All of our Safari Days have developed over the last ten years, and even on our familiar, regular Druridge Bay Safaris there’s always the possibility of changing the route slightly and visiting sites that we visit ourselves regularly but haven’t taken clients to yet…
That’s how I found myself with Ian and Elaine & Becky and Helen along a stretch of river that was a new one for a NEWT safari. We were having an afternoon and evening searching for our favourite sinuous predator around the NEWT local patch and in the warm afternoon sunshine Great Spotted Woodpeckers were drumming and Chiffchaff, Robin, Blackbird, Nuthatch, Blackcap, Chaffinch and Coal Tit were all singing. On a shallow coastal pool there were no fewer than 19 Avocets (genuinely rare up here when we moved to the north east 25 years ago…) and, while Sand Martins and Swallows fed on the rich hatch of flying insects, Shoveler, Tufted Duck, Mallard, Teal, Gadwall, Great Crested Grebe and Shelduck dabbled and dived as a pair of Garganey remained unobtrusive until the drake started singing his raspy song.
Our picnic spot, overlooking the North Sea produced a high-tide roost of Redshank, Oystercatcher, Turnstone, Dunlin and Purple Sandpiper as Fulmars soared by and Sandwich Terns were plunge-diving just offshore. The descending silvery cadence of Willow Warblers came from hawthorns alongside footpaths and the afternoon was feeling more Spring than Winter (at last!).

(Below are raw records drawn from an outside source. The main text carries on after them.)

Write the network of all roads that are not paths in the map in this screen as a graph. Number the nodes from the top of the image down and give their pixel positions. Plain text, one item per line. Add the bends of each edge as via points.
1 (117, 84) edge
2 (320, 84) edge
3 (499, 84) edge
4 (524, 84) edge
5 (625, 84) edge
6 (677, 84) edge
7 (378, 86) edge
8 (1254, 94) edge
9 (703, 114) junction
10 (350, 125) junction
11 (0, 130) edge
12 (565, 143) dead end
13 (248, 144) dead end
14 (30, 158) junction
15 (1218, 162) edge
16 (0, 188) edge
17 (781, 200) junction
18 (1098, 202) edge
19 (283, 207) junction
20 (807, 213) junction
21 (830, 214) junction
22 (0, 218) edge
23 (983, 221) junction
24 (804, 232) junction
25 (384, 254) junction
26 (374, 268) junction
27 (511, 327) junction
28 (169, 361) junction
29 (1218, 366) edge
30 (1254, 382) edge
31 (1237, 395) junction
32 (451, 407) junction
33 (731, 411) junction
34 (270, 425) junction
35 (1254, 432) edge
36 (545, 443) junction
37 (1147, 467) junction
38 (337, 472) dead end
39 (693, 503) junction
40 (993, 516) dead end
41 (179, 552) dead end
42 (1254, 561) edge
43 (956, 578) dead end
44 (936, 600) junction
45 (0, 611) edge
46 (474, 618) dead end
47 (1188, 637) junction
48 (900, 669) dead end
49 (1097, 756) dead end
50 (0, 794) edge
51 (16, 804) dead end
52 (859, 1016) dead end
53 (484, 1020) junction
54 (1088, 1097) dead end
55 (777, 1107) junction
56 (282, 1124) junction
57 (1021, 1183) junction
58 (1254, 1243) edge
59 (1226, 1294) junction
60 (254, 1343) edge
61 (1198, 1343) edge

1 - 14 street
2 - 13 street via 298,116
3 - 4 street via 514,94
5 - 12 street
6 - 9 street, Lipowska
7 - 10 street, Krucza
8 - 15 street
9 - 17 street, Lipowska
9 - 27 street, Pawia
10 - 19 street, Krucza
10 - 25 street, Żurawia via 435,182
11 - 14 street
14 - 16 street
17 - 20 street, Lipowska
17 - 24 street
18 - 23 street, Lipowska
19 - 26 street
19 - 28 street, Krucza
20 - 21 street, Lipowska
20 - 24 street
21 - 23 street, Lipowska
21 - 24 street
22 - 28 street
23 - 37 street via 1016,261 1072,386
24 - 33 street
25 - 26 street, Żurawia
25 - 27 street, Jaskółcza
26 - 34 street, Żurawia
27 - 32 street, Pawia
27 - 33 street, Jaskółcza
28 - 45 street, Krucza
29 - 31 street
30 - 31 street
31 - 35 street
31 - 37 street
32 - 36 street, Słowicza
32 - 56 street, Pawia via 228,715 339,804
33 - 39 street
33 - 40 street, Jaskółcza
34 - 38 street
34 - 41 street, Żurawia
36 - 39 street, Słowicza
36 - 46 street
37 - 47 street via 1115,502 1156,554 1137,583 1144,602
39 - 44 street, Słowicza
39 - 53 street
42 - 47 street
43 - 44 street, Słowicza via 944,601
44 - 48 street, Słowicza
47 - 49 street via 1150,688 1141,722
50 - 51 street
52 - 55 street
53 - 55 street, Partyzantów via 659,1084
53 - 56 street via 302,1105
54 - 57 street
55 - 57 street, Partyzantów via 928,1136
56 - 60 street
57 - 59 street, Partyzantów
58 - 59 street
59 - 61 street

A Little Owl glared balefully from a roadside tree, but remained obligingly perched in full view and we headed to our final location for dusk. A Short-eared Owl drifted across one reedbed as a female Marsh Harrier quartered another one and Water Rails squealed from a third as the Mute Swans and Greylag Geese seemed to be the only birds in a fairly large area of water…

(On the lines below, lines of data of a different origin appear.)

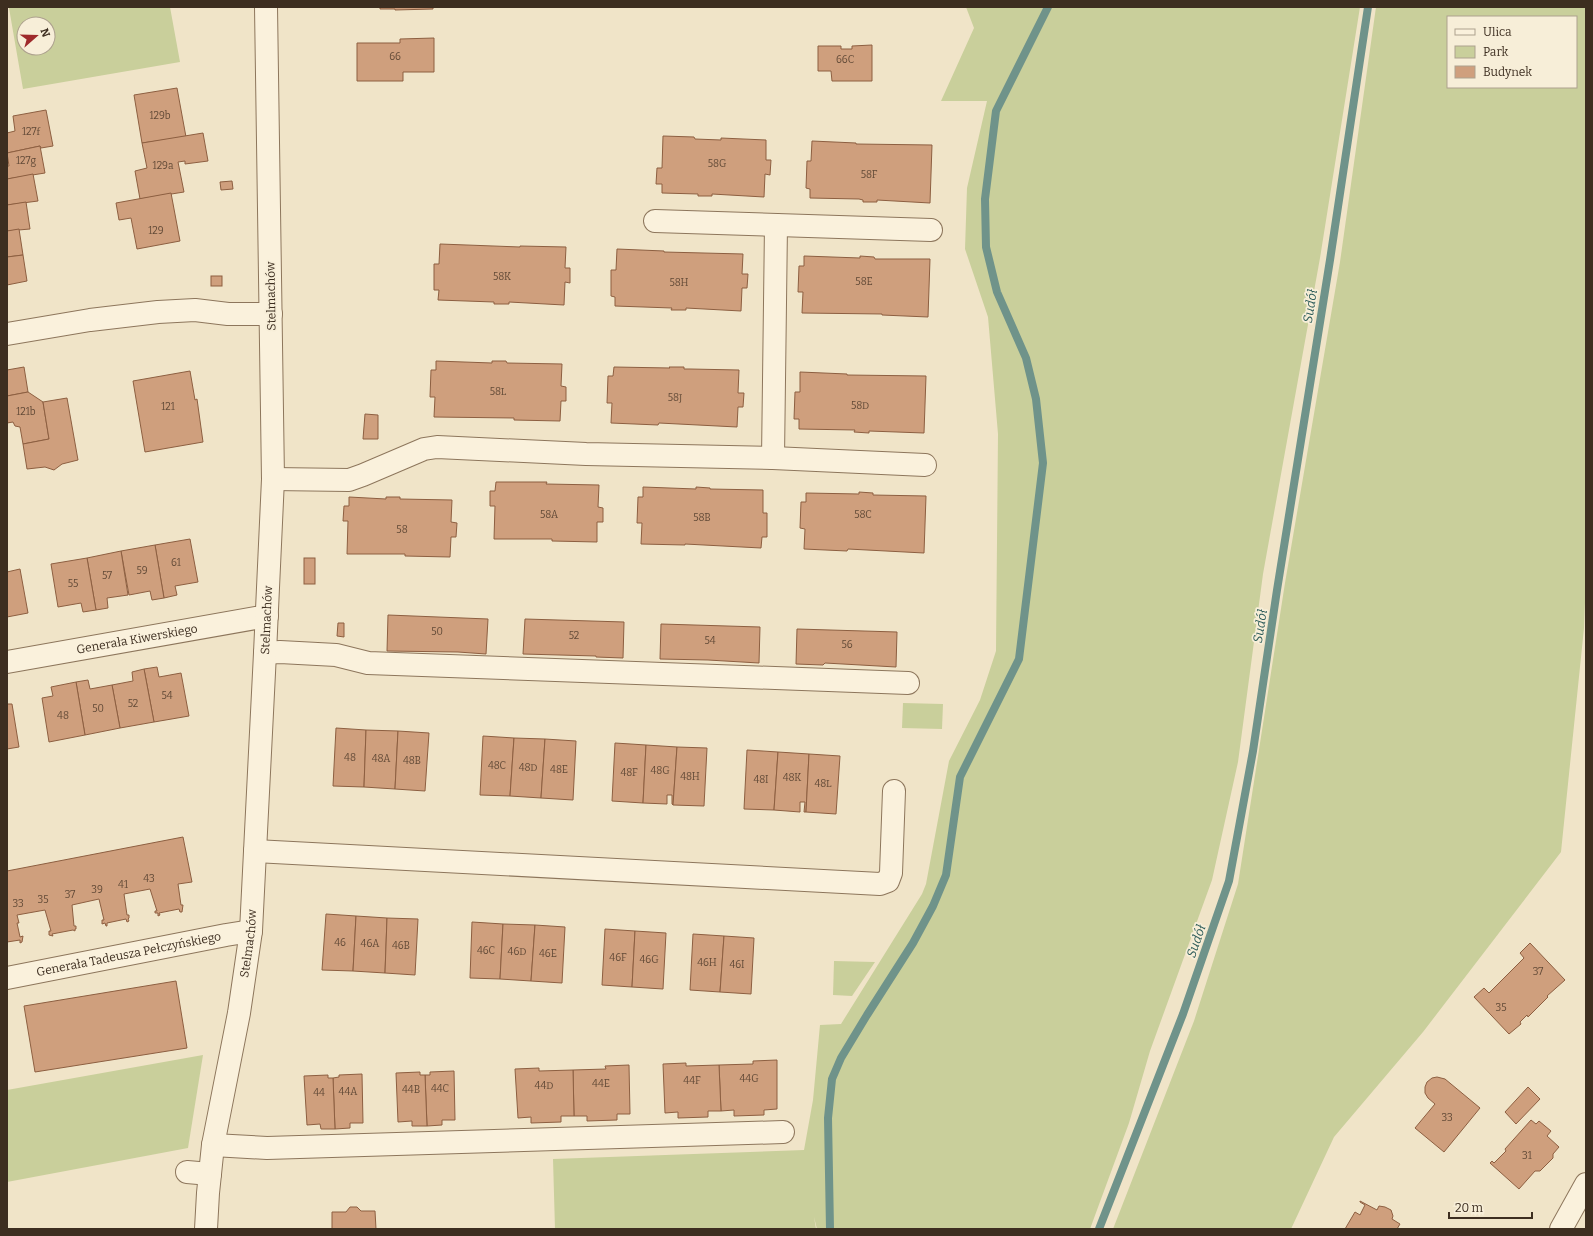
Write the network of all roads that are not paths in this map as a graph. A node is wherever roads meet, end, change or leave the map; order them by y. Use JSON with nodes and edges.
{"nodes":[{"id":1,"x":266,"y":7,"type":"edge"},
{"id":2,"x":655,"y":221,"type":"dead end"},
{"id":3,"x":776,"y":225,"type":"junction"},
{"id":4,"x":931,"y":230,"type":"dead end"},
{"id":5,"x":271,"y":314,"type":"junction"},
{"id":6,"x":7,"y":334,"type":"edge"},
{"id":7,"x":773,"y":458,"type":"junction"},
{"id":8,"x":925,"y":465,"type":"dead end"},
{"id":9,"x":273,"y":479,"type":"junction"},
{"id":10,"x":266,"y":616,"type":"junction"},
{"id":11,"x":265,"y":653,"type":"junction"},
{"id":12,"x":7,"y":662,"type":"edge"},
{"id":13,"x":908,"y":683,"type":"dead end"},
{"id":14,"x":894,"y":791,"type":"dead end"},
{"id":15,"x":255,"y":851,"type":"junction"},
{"id":16,"x":251,"y":931,"type":"junction"},
{"id":17,"x":7,"y":978,"type":"edge"},
{"id":18,"x":783,"y":1132,"type":"dead end"},
{"id":19,"x":213,"y":1145,"type":"junction"},
{"id":20,"x":187,"y":1172,"type":"dead end"},
{"id":21,"x":210,"y":1174,"type":"junction"},
{"id":22,"x":1586,"y":1184,"type":"edge"},
{"id":23,"x":206,"y":1229,"type":"edge"},
{"id":24,"x":1561,"y":1229,"type":"edge"}],
"edges":[{"from":1,"to":5,"type":"street","name":"Stelmachów"},
{"from":2,"to":3,"type":"street"},
{"from":3,"to":4,"type":"street"},
{"from":3,"to":7,"type":"street"},
{"from":5,"to":6,"type":"street"},
{"from":5,"to":9,"type":"street","name":"Stelmachów"},
{"from":7,"to":8,"type":"street"},
{"from":7,"to":9,"type":"street"},
{"from":9,"to":10,"type":"street","name":"Stelmachów"},
{"from":10,"to":11,"type":"street","name":"Stelmachów"},
{"from":10,"to":12,"type":"street","name":"Generała Kiwerskiego"},
{"from":11,"to":13,"type":"street"},
{"from":11,"to":15,"type":"street","name":"Stelmachów"},
{"from":14,"to":15,"type":"street"},
{"from":15,"to":16,"type":"street","name":"Stelmachów"},
{"from":16,"to":17,"type":"street","name":"Generała Tadeusza Pełczyńskiego"},
{"from":16,"to":19,"type":"street","name":"Stelmachów"},
{"from":18,"to":19,"type":"street"},
{"from":19,"to":21,"type":"street","name":"Stelmachów"},
{"from":20,"to":21,"type":"street"},
{"from":21,"to":23,"type":"street","name":"Stelmachów"},
{"from":22,"to":24,"type":"street"}]}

The Short-eared Owl emerged from the dunes and settled on a distant fence post and I set the ‘scope up so that everyone could have a look at it. I was scanning the foreground and I thought I saw a dark shape just a few feet behind a Greylag. I mentioned it but it seemed unlikely that it was an Otter, unless the goose hadn’t seen it and it hadn’t seen the goose…which is what seems to have happened as an adult Otter appeared a few metres further along the reed edge 🙂 After a few minutes with no further sightings a Grey Heron and a Marsh Harrier both flushed from a reedbed further round the pool – and there was an Otter cub too 🙂 We watched as it made it’s way along the edge and then out across the open water with dusk approaching.